Last Updated 05 January 2014, 20:04 IST

Sunday’s success of sending a heavy duty rocket to the sky with an indigenous cryogenic engine comes two decades after India was denied the strategic technology because of pressure from the United States that cited Missile Technology Control Regime (MTCR) to block India’s access.

Cryogenic rocket technology involves use of super-cooled liquid fuels (liquid oxygen at minus 183 degrees Celsius and liquid hydrogen at minus 253 degrees Celsius) to produce massive amount of thrust for lifting heavy payloads into space. But it is a very complicated technology when compared against solid fuel propellant because of several scientific and engineering challenges.

Significantly, the technology is closely guarded by the five nations who have it: The US, Russia, Europe, China and Japan. In the late 1980s, when New Delhi was on the look out for a cryogenic engine, it was the US arms major General Dynamic, which first offered a cryo-engine to India. Soon, Europe's Arianespace too made a similar offer. But in both cases, the cost factor was prohibitory and out of India’s reach.

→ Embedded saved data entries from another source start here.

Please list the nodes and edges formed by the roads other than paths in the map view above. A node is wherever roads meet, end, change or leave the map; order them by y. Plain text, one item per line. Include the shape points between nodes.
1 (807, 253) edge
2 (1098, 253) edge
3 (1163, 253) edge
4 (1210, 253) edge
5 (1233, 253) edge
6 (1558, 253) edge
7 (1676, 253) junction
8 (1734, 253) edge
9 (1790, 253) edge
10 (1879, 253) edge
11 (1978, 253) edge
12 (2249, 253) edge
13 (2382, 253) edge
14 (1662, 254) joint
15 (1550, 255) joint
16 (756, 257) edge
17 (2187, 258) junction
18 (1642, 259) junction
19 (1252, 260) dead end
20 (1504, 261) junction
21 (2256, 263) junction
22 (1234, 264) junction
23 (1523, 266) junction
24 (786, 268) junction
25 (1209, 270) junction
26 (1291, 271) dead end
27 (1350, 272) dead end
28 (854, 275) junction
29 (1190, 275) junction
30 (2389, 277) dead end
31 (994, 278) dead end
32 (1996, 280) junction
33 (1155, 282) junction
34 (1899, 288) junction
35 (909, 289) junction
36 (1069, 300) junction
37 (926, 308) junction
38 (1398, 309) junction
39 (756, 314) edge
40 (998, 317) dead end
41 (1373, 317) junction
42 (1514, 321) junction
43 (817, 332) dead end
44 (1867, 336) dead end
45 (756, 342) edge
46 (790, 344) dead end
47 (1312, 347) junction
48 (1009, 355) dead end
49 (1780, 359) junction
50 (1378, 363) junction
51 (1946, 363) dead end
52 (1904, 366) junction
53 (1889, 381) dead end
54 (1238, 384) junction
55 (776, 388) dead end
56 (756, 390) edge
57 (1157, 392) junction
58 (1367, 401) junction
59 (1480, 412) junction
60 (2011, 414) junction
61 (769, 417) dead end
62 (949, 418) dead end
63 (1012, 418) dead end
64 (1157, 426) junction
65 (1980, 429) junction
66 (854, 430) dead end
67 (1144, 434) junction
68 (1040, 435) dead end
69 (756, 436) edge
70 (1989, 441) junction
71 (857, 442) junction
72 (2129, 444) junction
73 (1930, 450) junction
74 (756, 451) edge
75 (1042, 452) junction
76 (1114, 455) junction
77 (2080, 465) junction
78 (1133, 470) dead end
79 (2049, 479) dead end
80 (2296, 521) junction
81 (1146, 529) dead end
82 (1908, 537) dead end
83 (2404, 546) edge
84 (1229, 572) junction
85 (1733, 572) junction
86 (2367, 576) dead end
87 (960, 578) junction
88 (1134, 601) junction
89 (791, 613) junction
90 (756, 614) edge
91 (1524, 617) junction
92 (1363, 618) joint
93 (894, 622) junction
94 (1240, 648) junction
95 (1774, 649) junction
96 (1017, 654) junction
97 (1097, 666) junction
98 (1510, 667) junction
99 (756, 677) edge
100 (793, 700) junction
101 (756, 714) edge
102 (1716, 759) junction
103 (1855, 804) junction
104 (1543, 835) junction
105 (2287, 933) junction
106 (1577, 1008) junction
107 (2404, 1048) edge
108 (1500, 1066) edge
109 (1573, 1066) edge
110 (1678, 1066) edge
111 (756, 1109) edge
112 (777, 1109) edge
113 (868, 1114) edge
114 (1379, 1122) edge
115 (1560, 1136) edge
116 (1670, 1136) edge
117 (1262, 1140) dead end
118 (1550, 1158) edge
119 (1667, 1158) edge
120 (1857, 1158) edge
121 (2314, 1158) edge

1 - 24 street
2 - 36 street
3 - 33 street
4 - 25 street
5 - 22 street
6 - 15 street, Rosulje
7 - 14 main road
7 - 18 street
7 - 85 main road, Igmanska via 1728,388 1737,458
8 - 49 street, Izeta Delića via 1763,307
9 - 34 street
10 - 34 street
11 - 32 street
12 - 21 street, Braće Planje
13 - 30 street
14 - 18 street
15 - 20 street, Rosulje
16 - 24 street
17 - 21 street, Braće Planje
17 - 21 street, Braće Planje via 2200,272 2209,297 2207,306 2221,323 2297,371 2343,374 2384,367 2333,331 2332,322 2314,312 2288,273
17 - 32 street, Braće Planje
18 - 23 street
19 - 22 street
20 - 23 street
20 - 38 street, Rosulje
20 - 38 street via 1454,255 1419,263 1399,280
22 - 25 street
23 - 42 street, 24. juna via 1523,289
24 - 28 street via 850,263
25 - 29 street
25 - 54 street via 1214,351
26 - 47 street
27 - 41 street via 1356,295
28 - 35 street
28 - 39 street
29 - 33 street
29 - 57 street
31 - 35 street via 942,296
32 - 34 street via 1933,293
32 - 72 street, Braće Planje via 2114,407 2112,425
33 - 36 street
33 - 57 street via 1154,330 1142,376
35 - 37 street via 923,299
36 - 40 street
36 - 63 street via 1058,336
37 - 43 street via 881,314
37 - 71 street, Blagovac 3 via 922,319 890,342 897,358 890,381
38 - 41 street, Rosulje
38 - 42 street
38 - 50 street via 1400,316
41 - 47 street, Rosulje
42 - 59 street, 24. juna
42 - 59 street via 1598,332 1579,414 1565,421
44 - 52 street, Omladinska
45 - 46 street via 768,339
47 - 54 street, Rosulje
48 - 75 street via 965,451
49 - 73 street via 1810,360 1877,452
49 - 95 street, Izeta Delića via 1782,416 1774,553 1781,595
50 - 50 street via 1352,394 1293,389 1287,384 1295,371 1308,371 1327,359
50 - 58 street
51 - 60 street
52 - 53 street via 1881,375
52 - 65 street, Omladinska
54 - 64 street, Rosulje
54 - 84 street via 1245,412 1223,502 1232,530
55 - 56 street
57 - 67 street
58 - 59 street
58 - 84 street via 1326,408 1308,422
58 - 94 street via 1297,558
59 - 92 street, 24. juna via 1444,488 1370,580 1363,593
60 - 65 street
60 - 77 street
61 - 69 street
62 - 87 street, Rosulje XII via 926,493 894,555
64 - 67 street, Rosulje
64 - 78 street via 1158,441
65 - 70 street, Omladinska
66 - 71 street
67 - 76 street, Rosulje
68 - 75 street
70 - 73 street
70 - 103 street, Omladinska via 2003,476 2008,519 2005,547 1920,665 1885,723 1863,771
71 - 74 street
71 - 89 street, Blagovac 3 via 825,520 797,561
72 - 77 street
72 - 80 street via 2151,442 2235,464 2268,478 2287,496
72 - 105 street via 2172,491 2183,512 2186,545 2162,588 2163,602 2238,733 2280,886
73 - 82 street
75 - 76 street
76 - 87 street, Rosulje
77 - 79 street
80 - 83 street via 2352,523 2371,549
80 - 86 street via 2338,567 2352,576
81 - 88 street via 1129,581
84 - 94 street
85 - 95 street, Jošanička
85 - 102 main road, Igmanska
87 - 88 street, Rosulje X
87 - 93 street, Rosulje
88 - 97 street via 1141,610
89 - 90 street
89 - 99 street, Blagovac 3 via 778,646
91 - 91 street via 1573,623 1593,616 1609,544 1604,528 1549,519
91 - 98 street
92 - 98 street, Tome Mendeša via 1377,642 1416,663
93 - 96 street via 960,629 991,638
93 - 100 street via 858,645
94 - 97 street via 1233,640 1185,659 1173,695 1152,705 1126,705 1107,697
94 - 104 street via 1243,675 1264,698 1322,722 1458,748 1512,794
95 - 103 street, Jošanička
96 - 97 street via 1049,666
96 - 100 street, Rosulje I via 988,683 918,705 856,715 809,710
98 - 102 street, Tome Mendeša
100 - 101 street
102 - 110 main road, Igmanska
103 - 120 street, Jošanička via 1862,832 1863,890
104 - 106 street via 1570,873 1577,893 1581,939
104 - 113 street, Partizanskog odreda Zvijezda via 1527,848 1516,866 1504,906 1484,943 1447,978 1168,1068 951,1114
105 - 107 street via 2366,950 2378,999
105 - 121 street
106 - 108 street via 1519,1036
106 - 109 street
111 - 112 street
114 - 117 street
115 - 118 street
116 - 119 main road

“Just then, a third approach came, this time from the Soviet Union, offering two engines and technology transfer for the more reasonable price of $200 million,” says a book titled, “Russia in Space: The Failed Frontier” by Brian Harvey, who writes on space issues.

On January 18, 1991, the Indian Space Research Organisation (Isro) entered into a $120 million contract with Glavkosmos of Russia for the supply of two KVD-1 cryogenic engines and the complete transfer of technology for those engines. As it was the time of the USSR disintegration, both sides knew there would be US pressure to scuttle the deal.

Space scientists from the Isro and the Glavkosmos had a Plan-B, which was to outsource the manufacture of the cryogenic engines to Kerala High Tech Industries, a public sector undertaking, to bypass the MTCR. But the US administration, first under George Bush and subsequently under Bill Clinton, was up in the arms against the arrangement, forcing the two to redo the deal.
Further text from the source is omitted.